When Stephen Glass was fired from The New Republic in 1998 for fabricating elements of his news stories, I was struck with an amusing idea. What if someday he writes a book about his experiences? And what if I arrange it so that I, too, am fired from my journalism job for ethical violations, thus opening the door for self-referential shenanigans when I write a review of said book?
And so a plan was set in motion. I withheld information about a potential conflict of interest on a story I wrote for Provo’s Daily Herald, got myself fired, and now here I am reviewing Glass’ novel, “The Fabulist,” all according to my grand master scheme. And people said I was mad …!
Of course, what I did — making an error in judgment regarding a story — pales in comparison to completely fabricating news sources out of thin air, and so my reviewing Glass’ book is a little like O.J. Simpson providing commentary on Pol Pot.
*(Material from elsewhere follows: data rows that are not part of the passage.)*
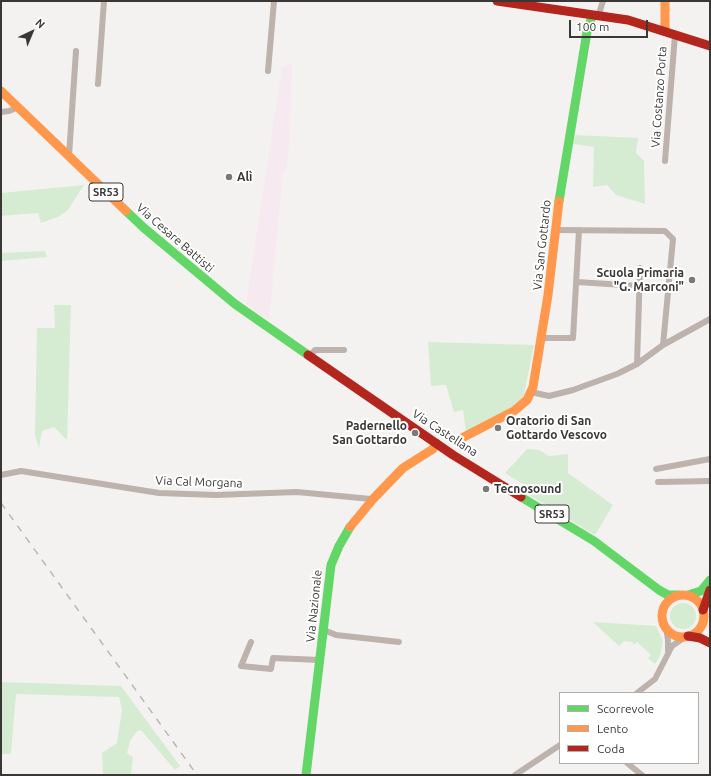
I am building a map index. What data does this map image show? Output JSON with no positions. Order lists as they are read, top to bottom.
{
  "streets": {
    "street": [
      "Via Costanzo Porta",
      "SR53",
      "Via Cesare Battisti",
      "Via San Gottardo",
      "Via Castellana",
      "Via Cal Morgana",
      "Via Nazionale"
    ]
  },
  "crossings": [
    ["SR53", "Via Castellana"],
    ["Via Cesare Battisti", "Via Castellana"],
    ["Via Castellana", "Via Nazionale"],
    ["Via Cal Morgana", "Via Nazionale"]
  ],
  "places": [
    "Alì",
    "Scuola Primaria \"G. Marconi\"",
    "Oratorio di San Gottardo Vescovo",
    "Padernello San Gottardo",
    "Tecnosound"
  ],
  "legend": ["Scorrevole", "Lento", "Coda"],
  "scale_bar": "100 m",
  "north": "top right"
}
But Glass and I have a few things in common. We’re about the same age, people often think we’re Jewish (they’re right in his case), we’re products of the same type of modern journalism training, and we were both highly favored writers at our respective outlets. Of course, he was highly favored at The New Republic and I was only highly favored at the Daily Herald, so my reviewing his book is akin to William Henry Harrison discussing Abraham Lincoln. But still.
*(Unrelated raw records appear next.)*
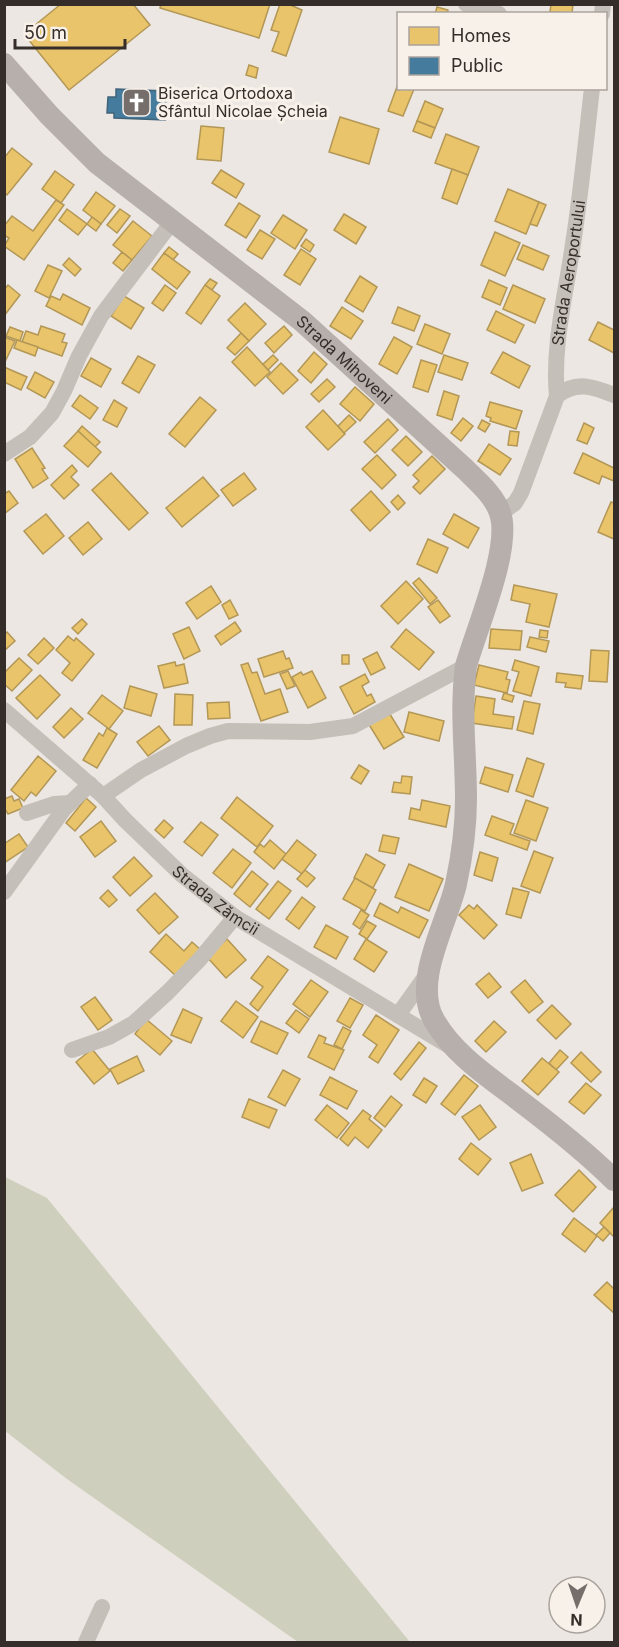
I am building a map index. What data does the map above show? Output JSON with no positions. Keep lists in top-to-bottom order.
{
  "streets": {
    "main road": ["Strada Mihoveni", "Strada Zămcii"],
    "street": ["Strada Aeroportului"]
  },
  "crossings": [
    ["Strada Mihoveni", "Strada Zămcii"]
  ],
  "places": {
    "church": ["Biserica Ortodoxa Sfântul Nicolae Șcheia"]
  },
  "legend": ["Homes", "Public"],
  "scale_bar": "50 m",
  "north": "bottom"
}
Before I could review Glass’ book, “The Fabulist,” I first had to read it. This was harder than you might suppose, since you probably think I have loads of time to read the memoirs of disgraced journalists now that I am unemployed. This is untrue, however; you are forgetting the importance of television in a jobless man’s life. I could work full time just watching “Law & Order” and its various incarnations. (And by all means, if any employers are looking for a full-time “Law & Order” watcher, I’m your guy.)
“The Fabulist” is a rather interesting concoction. It’s Glass’ fictionalized account of how he fictionalized news stories, and what happened to him when he was caught. It’s a “novel,” but written in the first person about a journalist named Stephen Glass who gets fired from a news magazine for fictionalizing stories. It’s obviously about Glass himself; the only question is how many of the details are what really happened and how many are just made-up enough to justify calling it a “novel.”
I’m not sure why he wrote a novel rather than just telling his story. Perhaps he knows, at least subconsciously, that the average non-journalist doesn’t even remember who he is, five years later, and that most people wouldn’t be interested in reading his memoirs. A novel, though — people like those. And about a guy who makes up news stories! That’s the makings for good fiction, there.
But it’s not especially good fiction. The irony here is that a man famous for weaving lies is actually fairly bad at telling them. Certain episodes in the book are so farfetched they stink, Louie Anderson-style, of a first-time writer’s attempt to create comedy out of nothing. He pretends to be deaf on a flight so no one will talk to him. He can’t find a pair of underwear and winds up wearing a plastic garbage bag. He gets yelled at in a massage parlor for using a pen to edit a sign on a wall. Oh, the wackiness!
I doubt any of those instances of hijinks and hilarity really happened, which is fine. The problem is, they’re so unrealistic that it’s hard to find them funny, either. And if any of them did happen — after all, truth is sometimes stranger than fiction — then Glass has shot himself in the foot by announcing the book as a “novel.” Our default reaction is to assume anything slightly out-of-place is merely fiction. The story would be much more interesting if he’d stuck to the facts, which is a lesson I would have thought he’d have learned by now.
Of course, it would only have been interesting to journalists, and maybe not even to them — I am one, and I’d forgotten all about Stephen Glass. Something the journalism world has yet to accept is that average readers aren’t very interested in “ethical violations” and whatnot. Most Americans don’t trust newspapers very much, and hearing that a reporter has been canned for lying just confirms what they already thought. It doesn’t rock the very foundation of their souls, which is the effect you’d think it had from the way the media pounced on stories like Stephen Glass, Jayson Blair and those two guys from The Salt Lake Tribune who sold information to The National Enquirer.
Glass seems to suffer from the same delusions as his profession, thinking regular people are fascinated by this stuff. And maybe they would be, if he wrote it with any kind of flair or personality. I finished the book, but only because hey, what else was I going to do? “Law & Order” is only on a few hours a day.
City Weekly's arts and entertainment editor, Scott Renshaw, is a friend and fellow movie critic who thought it would be amusing for me to review Glass' book. I agreed, and I liked the idea of making fun of myself, rather than letting other people make fun of me first. (Scott was no doubt inspired by Esquire, which wanted Jayson Blair to review a movie based on Glass' story, then backed down when readers became upset.)